8 Marzo“Nude finalmente sì, emancipate ancora no”

Anna Meldolesi nel suo libro “Elogio della nudità” ripercorre l’evoluzione del nudo, femminile soprattutto. “Oggi abbiamo più occasioni per denudarci”, dice, “ma siamo affetti da una censura estetica, per cui solo il corpo bello è libero di esibirsi”

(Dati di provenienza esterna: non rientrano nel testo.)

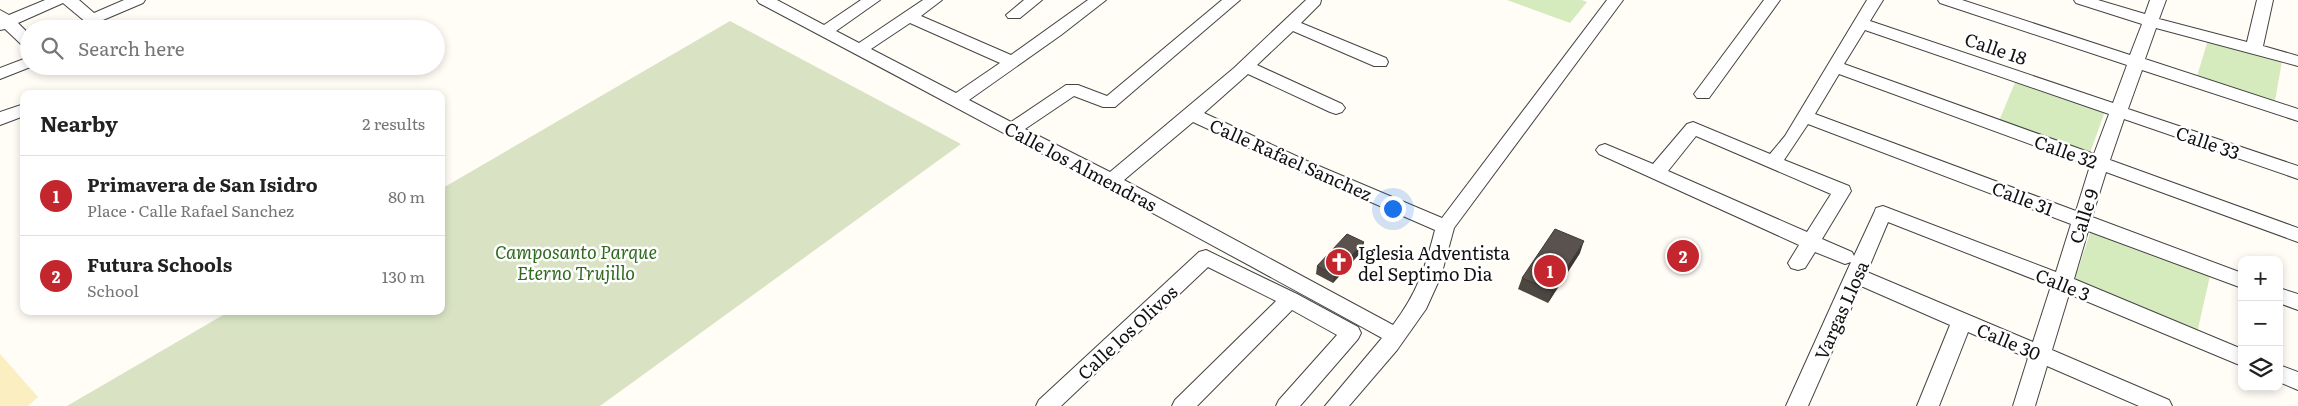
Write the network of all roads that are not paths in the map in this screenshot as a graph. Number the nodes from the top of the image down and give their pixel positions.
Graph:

È l’estate del 1971. La turista danese Lise Wittrock cammina in pantaloncini rosa nel centro di Palermo. Oltre le sue lunghe gambe, il pretore Vincenzo Salmeri si convince di intravedere anche i suoi glutei. Chiama i vigili urbani e fa portare in commissariato la “spudorata”. Nello stesso anno Lando Buzzanca nel Merlo maschio suona il corpo nudo di Laura Antonelli come un violoncello. E i corpi nudi di Edwige Fenech e Barbara Bouchet imperversano sul grande schermo. «La storia del nudo e del senso del pudore è sempre stata infarcita di paradossi», dice Anna Meldolesi, giornalista autrice del libro Elogio della nudità. «Succede anche oggi: siamo bombardati dai corpi nudi da ogni angolo, ma nello stesso tempo abbiamo vergogna a mostrarci senza vestiti. Un pudore dovuto anche all’ansia da prestazione indotta dal paragone con i corpi perfetti e ritoccati che vediamo in tv e nelle pubblicità».

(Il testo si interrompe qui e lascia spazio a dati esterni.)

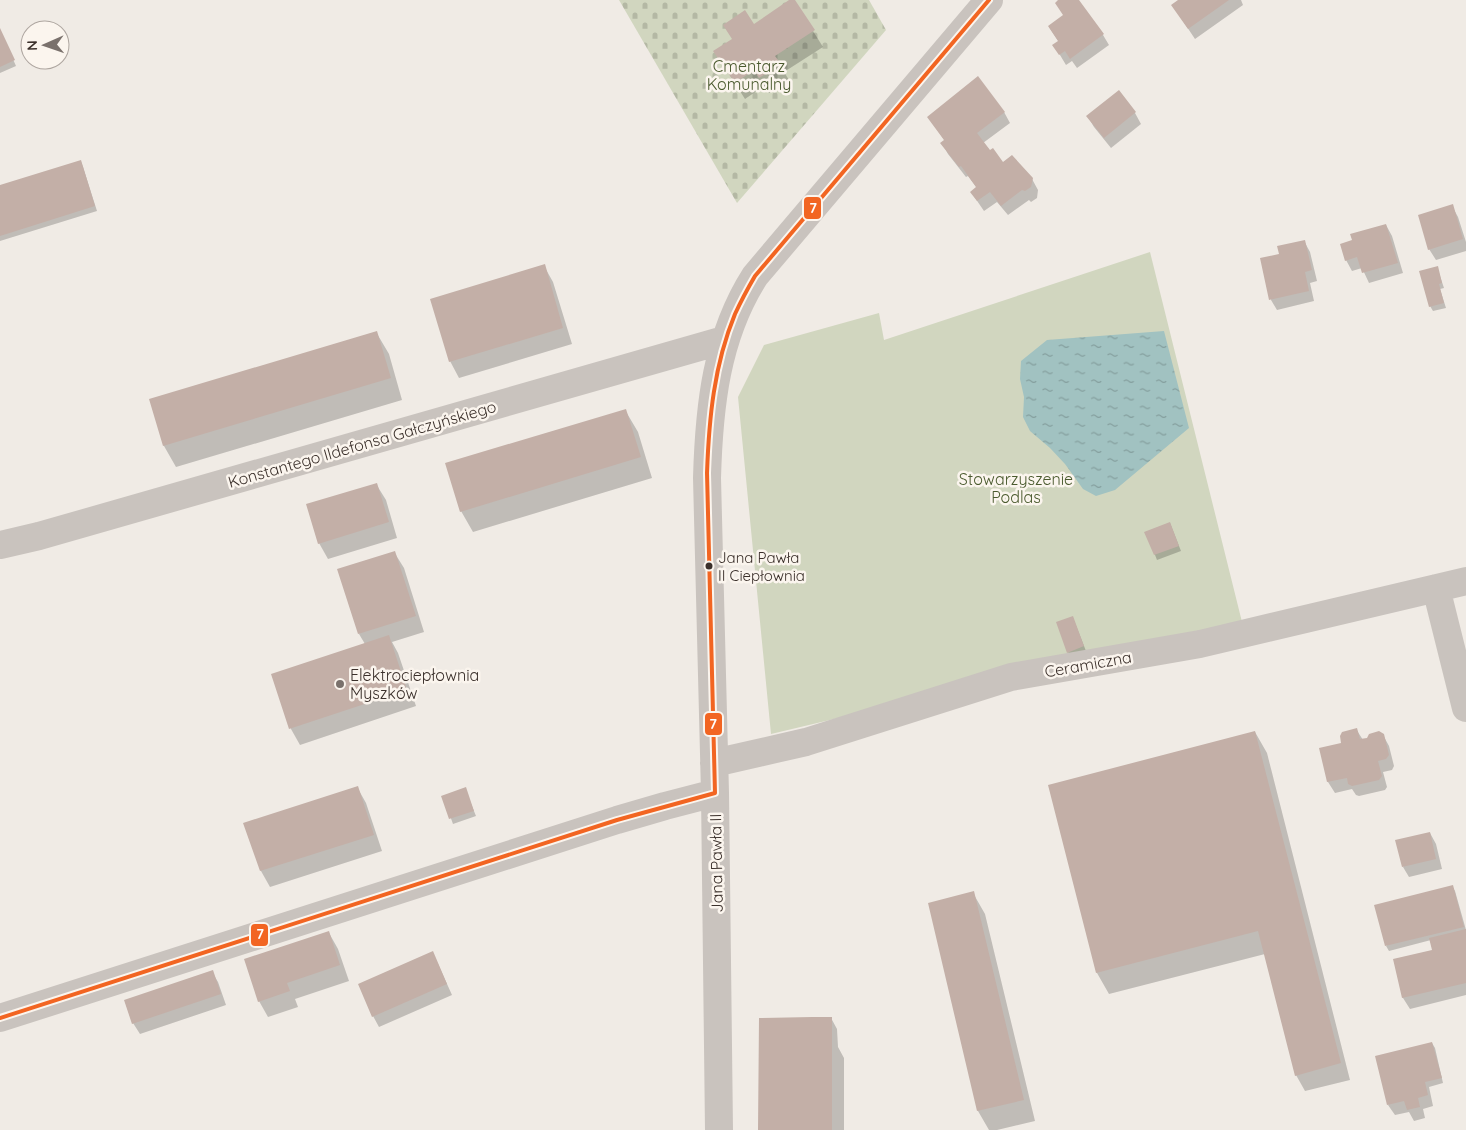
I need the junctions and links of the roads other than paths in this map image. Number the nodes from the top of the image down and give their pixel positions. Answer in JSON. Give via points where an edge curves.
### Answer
{"nodes":[{"id":1,"x":989,"y":0,"type":"edge"},
{"id":2,"x":724,"y":340,"type":"junction"},
{"id":3,"x":0,"y":545,"type":"edge"},
{"id":4,"x":1466,"y":581,"type":"edge"},
{"id":5,"x":1436,"y":588,"type":"junction"},
{"id":6,"x":1466,"y":708,"type":"edge"},
{"id":7,"x":714,"y":764,"type":"junction"},
{"id":8,"x":715,"y":793,"type":"junction"},
{"id":9,"x":0,"y":1018,"type":"edge"},
{"id":10,"x":719,"y":1130,"type":"edge"}],
"edges":[{"from":1,"to":2,"type":"street","name":"Jana Pawła II","via":[[755,276]]},
{"from":2,"to":3,"type":"street","name":"Konstantego Ildefonsa Gałczyńskiego"},
{"from":2,"to":7,"type":"street","name":"Jana Pawła II","via":[[712,396],[708,444]]},
{"from":4,"to":5,"type":"street","name":"Ceramiczna"},
{"from":5,"to":6,"type":"street"},
{"from":5,"to":7,"type":"street","name":"Ceramiczna","via":[[1200,644],[1011,678],[806,742]]},
{"from":7,"to":8,"type":"street","name":"Jana Pawła II"},
{"from":8,"to":9,"type":"street","via":[[617,820]]},
{"from":8,"to":10,"type":"street","name":"Jana Pawła II"}]}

Quindi più che andare avanti abbiamo fatto passi indietro?
L’inglese ha due termini per parlare di nudo: naked è il nudo naturale, che oggi è molto raro; nude è il nudo che è ovunque, è il nudo che sa di essere osservato. Noi oggi siamo vittime di una nudità estetizzata, che non è quella naturista o naturale. Ma di certo la gabbia di Photoshop è meno oppressiva del pretore di Palermo. Anche se le contraddizioni restano. Facebook ti rimuove ancora oggi una foto di nudo. Un seno che esce in televisione fa notizia. E il topless è più permesso di prima, ma sempre meno praticato.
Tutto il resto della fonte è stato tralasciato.